What Could the Arizona State Legislature Learn From Ants? A lot, According to a Recent Study
Why's it taken the Arizona Legislature several months to come up with a budget, with still nothing much on the horizon? Well, there are several reasons, and most contain expletives. But one reason is that dozens of people are trying to do thousands of different things with money that doesn't actually exist.
An Arizona State University researcher may have found a solution: ants.
Stephen Pratt, an assistant professor in ASU's School of Life Sciences, published a study last week that shows how ants are more rational decision-makers than humans, and this ultimately leads to better choices.

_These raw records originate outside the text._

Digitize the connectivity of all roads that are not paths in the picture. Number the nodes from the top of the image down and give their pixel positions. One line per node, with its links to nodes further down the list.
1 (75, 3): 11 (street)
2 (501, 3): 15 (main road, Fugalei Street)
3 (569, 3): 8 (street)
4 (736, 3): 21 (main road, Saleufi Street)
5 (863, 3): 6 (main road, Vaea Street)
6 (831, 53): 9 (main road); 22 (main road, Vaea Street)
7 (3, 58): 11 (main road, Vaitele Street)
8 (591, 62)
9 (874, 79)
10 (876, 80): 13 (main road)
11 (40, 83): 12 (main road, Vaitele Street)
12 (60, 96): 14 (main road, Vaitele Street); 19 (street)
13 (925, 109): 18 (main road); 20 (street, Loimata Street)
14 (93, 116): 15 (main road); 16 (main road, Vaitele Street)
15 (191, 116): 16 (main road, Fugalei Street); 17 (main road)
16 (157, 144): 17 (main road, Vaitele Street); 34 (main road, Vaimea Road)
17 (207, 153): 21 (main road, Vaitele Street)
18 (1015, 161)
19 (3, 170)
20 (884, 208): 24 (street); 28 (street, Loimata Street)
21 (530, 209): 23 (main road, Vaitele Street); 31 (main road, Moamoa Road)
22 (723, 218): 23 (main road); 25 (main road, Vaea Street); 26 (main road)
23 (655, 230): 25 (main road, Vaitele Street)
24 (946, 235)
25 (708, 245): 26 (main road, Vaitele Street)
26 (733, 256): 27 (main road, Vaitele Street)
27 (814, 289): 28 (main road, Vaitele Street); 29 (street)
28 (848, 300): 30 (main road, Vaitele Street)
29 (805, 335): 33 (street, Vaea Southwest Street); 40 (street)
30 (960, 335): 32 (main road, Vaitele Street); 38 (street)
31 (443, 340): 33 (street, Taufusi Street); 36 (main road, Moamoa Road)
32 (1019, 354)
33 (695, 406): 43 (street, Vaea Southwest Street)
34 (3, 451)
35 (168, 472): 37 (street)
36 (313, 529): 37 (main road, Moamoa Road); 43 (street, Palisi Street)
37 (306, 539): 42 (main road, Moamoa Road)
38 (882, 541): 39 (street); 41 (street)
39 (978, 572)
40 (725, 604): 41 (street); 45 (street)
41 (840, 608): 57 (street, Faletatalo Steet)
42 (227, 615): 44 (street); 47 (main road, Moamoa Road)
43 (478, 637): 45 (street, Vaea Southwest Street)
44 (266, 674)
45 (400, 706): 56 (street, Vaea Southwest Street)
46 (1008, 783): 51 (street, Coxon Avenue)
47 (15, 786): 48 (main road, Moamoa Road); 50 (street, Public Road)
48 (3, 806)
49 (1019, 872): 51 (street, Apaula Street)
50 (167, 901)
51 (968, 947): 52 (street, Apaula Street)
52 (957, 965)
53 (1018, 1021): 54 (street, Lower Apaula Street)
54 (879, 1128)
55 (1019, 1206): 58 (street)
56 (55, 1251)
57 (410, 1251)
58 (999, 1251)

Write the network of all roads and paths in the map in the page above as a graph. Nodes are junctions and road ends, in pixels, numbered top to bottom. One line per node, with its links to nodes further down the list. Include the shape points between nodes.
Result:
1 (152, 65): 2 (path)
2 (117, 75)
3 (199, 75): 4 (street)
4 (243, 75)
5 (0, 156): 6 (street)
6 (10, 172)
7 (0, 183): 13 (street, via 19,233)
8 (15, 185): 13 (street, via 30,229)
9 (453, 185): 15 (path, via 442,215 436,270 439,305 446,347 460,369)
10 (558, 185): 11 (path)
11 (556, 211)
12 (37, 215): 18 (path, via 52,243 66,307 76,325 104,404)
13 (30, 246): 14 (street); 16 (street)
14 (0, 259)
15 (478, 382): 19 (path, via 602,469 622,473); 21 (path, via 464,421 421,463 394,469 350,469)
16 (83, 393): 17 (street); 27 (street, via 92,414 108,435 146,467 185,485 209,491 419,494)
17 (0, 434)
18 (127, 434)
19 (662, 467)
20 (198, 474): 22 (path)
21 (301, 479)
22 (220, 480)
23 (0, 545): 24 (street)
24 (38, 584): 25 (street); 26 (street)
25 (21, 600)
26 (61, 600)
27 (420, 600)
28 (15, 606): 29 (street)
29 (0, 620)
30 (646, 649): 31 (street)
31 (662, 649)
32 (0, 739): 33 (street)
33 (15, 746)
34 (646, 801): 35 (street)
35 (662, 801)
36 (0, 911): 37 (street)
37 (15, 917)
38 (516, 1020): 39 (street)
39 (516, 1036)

Pratt says ants rely on "wisdom of crowds," where individual options are minimized and the best possible decision comes collectively. And quickly.

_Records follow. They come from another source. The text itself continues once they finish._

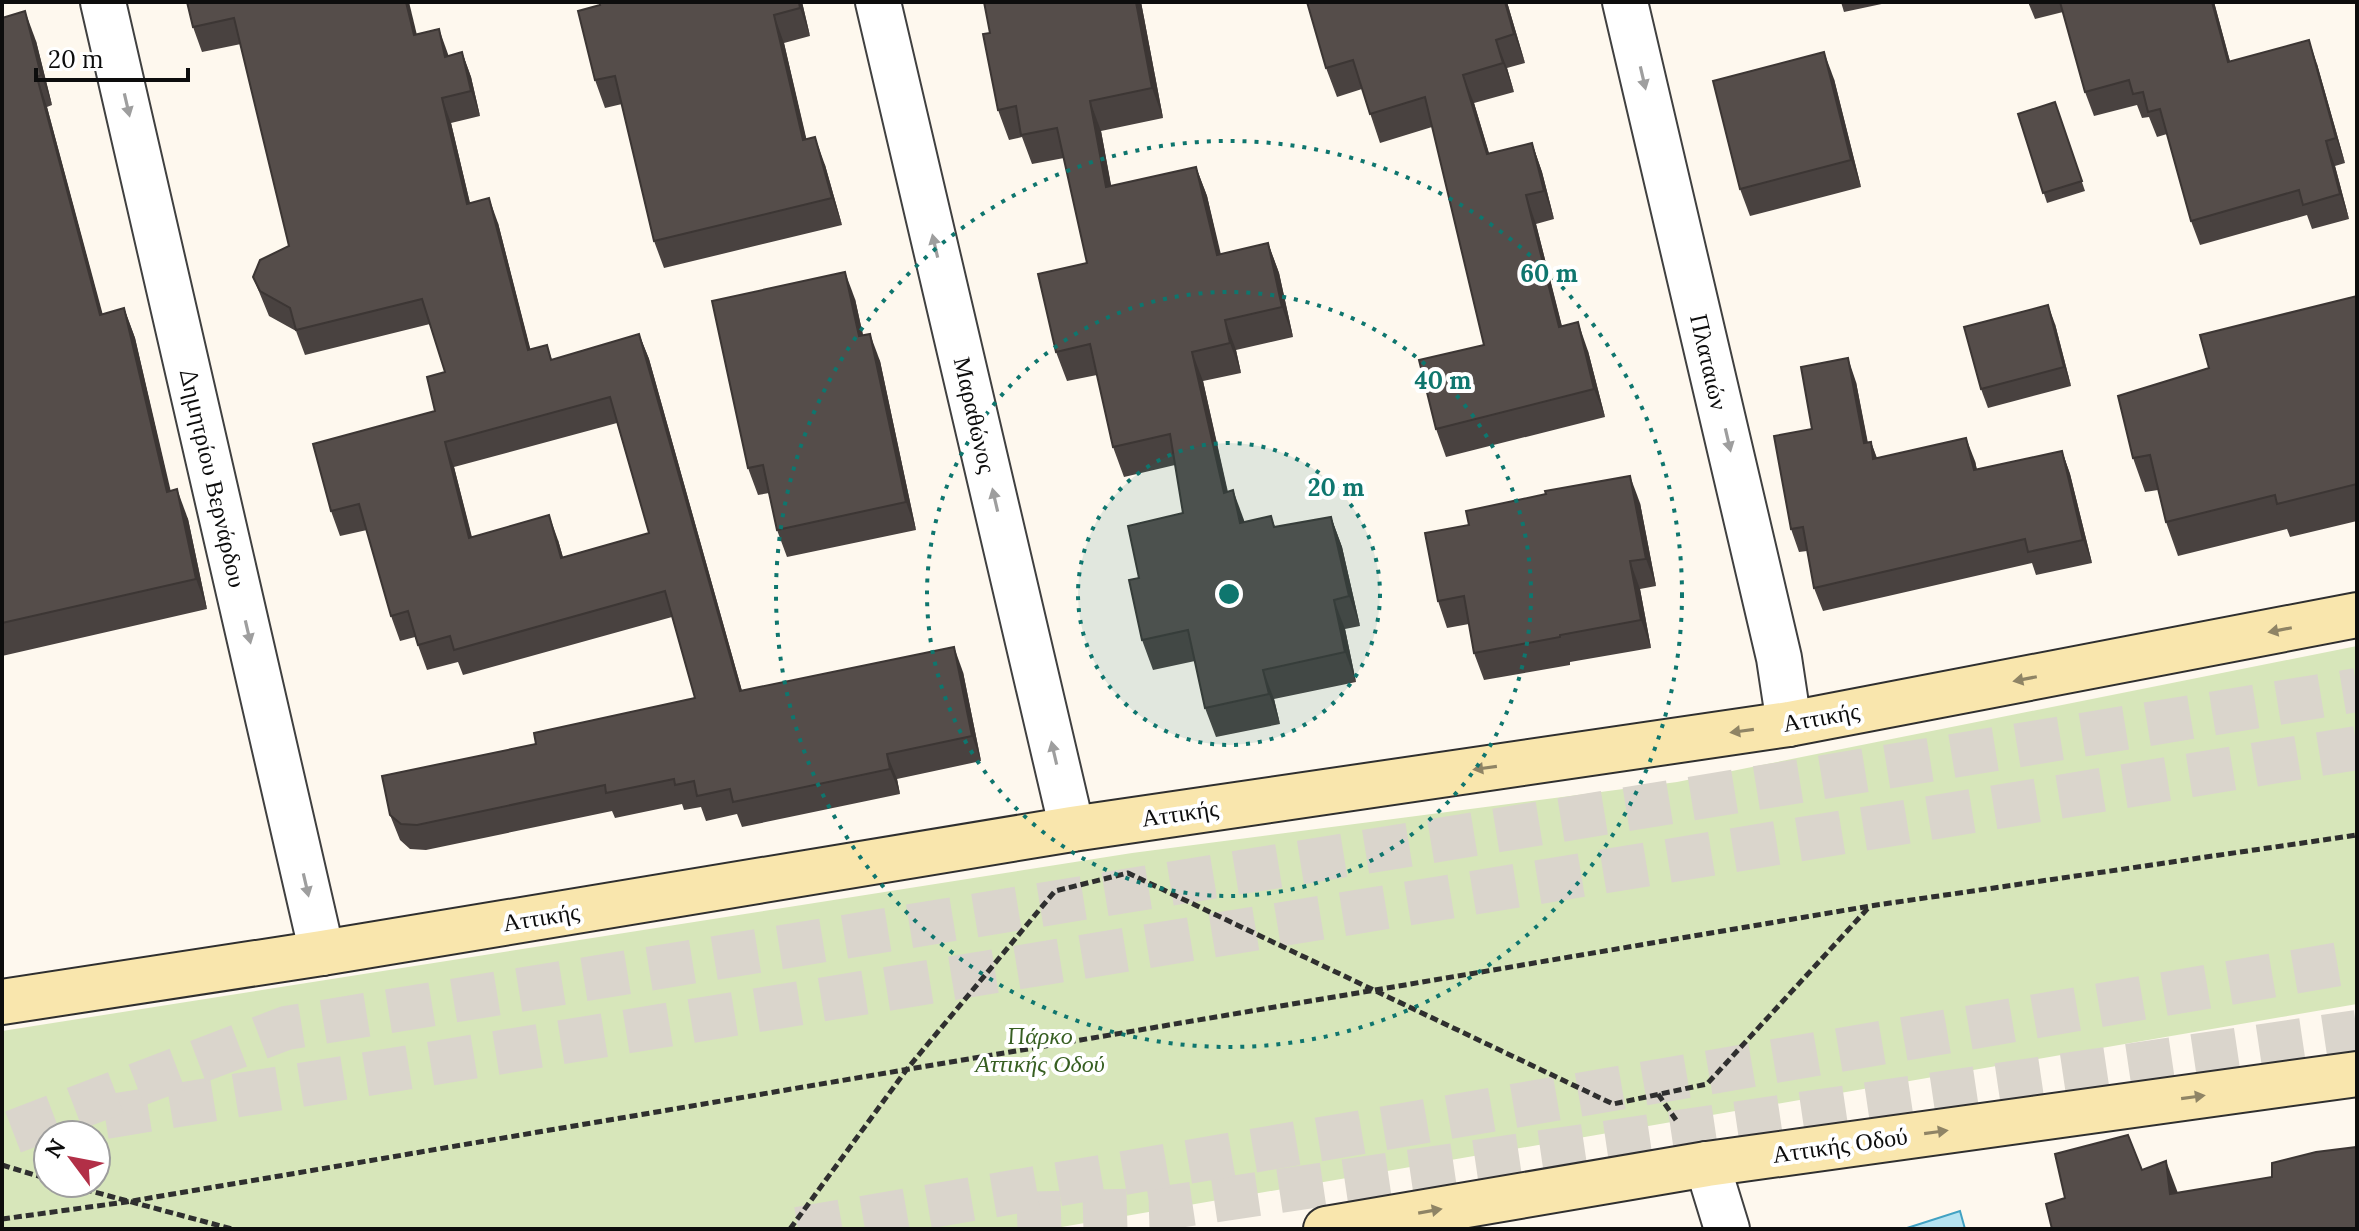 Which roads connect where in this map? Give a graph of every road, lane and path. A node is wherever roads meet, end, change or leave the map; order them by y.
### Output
1 (103, 2) edge
2 (878, 2) edge
3 (1625, 2) edge
4 (2357, 615) edge
5 (1789, 724) junction
6 (1072, 829) junction
7 (2357, 835) edge
8 (1870, 906) junction
9 (322, 953) junction
10 (1376, 989) junction
11 (2, 1002) edge
12 (907, 1069) junction
13 (2357, 1074) edge
14 (1707, 1164) junction
15 (2, 1165) edge
16 (32, 1174) edge
17 (112, 1198) edge
18 (126, 1202) junction
19 (2, 1219) edge
20 (232, 1229) edge
21 (790, 1229) edge
22 (1326, 1229) edge
23 (1727, 1229) edge

1 -> 9 street, Δημητρίου Βερνάρδου
6 -> 2 street, Μαραθώνος
3 -> 5 street, Πλαταιών
4 -> 5 main road, Αττικής
5 -> 6 main road, Αττικής
6 - 9 main road, Αττικής
7 - 8 path
8 - 10 path
8 - 10 path
9 - 11 main road, Αττικής
10 - 12 path
10 - 12 path
12 - 18 path
12 - 21 path
14 -> 13 main road, Αττικής Οδού
22 -> 14 main road, Αττικής Οδού
14 - 23 street
15 - 16 path
17 - 18 path
18 - 19 path
18 - 20 path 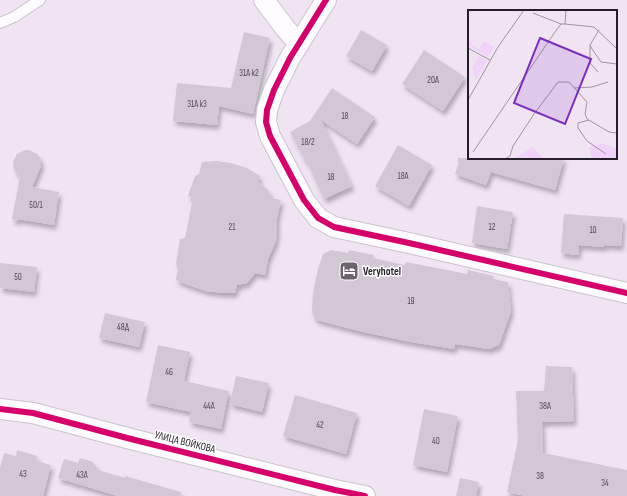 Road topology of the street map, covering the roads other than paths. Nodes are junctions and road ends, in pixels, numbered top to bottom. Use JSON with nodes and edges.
{"nodes":[{"id":1,"x":40,"y":0,"type":"edge"},
{"id":2,"x":264,"y":0,"type":"edge"},
{"id":3,"x":326,"y":0,"type":"edge"},
{"id":4,"x":0,"y":23,"type":"edge"},
{"id":5,"x":299,"y":44,"type":"junction"},
{"id":6,"x":627,"y":293,"type":"edge"},
{"id":7,"x":0,"y":409,"type":"edge"},
{"id":8,"x":365,"y":496,"type":"edge"}],
"edges":[{"from":1,"to":4,"type":"lane"},
{"from":2,"to":5,"type":"street"},
{"from":3,"to":5,"type":"street"},
{"from":5,"to":6,"type":"street"},
{"from":7,"to":8,"type":"street","name":"УЛИЦА ВОЙКОВА"}]}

"This paradoxical outcome is based on apparent constraint," he says. "Most individual ants know of only a single option, and the colony's collective choice self-organizes from interactions among many poorly-informed ants."
Poorly informed ants? Pratt must have spent some time at the Arizona State Capitol.

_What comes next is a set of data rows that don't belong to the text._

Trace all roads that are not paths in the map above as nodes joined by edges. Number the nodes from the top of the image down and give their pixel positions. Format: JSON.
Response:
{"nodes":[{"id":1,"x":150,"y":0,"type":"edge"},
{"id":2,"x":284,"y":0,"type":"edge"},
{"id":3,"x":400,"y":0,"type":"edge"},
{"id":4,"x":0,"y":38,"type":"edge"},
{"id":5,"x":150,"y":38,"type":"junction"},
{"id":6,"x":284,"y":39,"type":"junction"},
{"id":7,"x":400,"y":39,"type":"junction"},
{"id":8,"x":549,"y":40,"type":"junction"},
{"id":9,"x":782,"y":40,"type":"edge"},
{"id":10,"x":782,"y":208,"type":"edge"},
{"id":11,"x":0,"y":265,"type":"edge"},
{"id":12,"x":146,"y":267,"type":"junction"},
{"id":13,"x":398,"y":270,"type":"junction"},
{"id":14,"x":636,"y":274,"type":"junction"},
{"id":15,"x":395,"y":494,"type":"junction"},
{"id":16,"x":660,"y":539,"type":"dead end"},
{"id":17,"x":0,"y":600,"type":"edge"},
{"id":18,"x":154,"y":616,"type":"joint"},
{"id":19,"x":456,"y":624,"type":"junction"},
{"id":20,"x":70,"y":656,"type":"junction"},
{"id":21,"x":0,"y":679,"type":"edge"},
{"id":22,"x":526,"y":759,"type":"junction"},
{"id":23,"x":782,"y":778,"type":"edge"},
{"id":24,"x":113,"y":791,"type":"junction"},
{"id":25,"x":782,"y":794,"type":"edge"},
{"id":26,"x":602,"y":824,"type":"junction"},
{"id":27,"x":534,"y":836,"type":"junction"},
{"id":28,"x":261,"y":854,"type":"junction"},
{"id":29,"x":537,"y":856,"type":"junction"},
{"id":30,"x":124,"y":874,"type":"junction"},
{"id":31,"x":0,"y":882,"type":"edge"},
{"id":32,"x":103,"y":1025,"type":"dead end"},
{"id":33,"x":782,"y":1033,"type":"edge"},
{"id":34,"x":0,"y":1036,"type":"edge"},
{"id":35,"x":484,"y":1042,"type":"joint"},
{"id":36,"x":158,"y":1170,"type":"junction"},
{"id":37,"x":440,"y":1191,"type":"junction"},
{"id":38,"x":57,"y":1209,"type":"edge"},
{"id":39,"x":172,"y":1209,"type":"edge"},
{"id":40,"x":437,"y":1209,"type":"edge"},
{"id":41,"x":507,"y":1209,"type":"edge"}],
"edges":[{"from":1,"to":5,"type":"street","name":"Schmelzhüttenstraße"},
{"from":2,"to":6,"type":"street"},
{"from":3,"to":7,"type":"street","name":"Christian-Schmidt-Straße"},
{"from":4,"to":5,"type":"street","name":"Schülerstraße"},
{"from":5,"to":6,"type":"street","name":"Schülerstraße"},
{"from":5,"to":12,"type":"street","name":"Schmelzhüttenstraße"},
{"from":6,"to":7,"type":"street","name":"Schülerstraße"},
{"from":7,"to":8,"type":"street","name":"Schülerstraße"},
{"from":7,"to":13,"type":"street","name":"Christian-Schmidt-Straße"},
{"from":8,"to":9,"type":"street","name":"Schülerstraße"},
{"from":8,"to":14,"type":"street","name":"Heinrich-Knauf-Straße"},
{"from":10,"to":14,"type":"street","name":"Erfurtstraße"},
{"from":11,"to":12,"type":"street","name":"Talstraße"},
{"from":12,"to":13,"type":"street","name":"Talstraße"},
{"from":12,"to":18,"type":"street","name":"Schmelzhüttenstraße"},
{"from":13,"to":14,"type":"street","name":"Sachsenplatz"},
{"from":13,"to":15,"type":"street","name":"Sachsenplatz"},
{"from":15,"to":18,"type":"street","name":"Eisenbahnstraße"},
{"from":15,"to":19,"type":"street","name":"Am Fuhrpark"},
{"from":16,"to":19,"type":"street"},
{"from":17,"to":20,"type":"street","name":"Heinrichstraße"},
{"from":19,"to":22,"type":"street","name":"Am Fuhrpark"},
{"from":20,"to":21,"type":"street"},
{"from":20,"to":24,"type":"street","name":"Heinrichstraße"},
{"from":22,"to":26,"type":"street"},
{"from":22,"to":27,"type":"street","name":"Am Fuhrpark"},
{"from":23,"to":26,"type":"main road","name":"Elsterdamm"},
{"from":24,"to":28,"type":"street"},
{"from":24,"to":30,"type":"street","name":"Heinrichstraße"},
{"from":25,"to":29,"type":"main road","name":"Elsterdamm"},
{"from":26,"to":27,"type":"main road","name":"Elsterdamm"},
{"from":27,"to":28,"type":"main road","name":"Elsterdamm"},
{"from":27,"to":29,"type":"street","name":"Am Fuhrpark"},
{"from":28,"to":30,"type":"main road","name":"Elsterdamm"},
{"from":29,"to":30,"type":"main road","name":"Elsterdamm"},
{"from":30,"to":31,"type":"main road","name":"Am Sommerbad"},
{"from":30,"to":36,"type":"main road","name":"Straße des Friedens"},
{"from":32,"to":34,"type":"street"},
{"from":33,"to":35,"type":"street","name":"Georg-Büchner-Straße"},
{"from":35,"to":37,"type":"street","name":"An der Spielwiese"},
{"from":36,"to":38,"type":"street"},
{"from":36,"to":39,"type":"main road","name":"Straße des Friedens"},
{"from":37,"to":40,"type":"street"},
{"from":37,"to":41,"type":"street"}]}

"Typically we think having many individual options, strategies and approaches are beneficial," Pratt says, "but irrational errors are more likely to arise when individuals make direct comparisons among options."
Pratt says that his "wisdom of crowds" theory could potentially apply to business strategy, and yes, even government.
"It is hard to say. But it's at least worth entertaining the possibility that some strategic limitation on individual knowledge could improve the performance of a large and complex group that is trying to accomplish something collectively," Pratt says.
Who knows? A few more weeks of fruitless budget negotiations, and we might be willing to try anything. Are there any stipulations that say state legislators need to be human?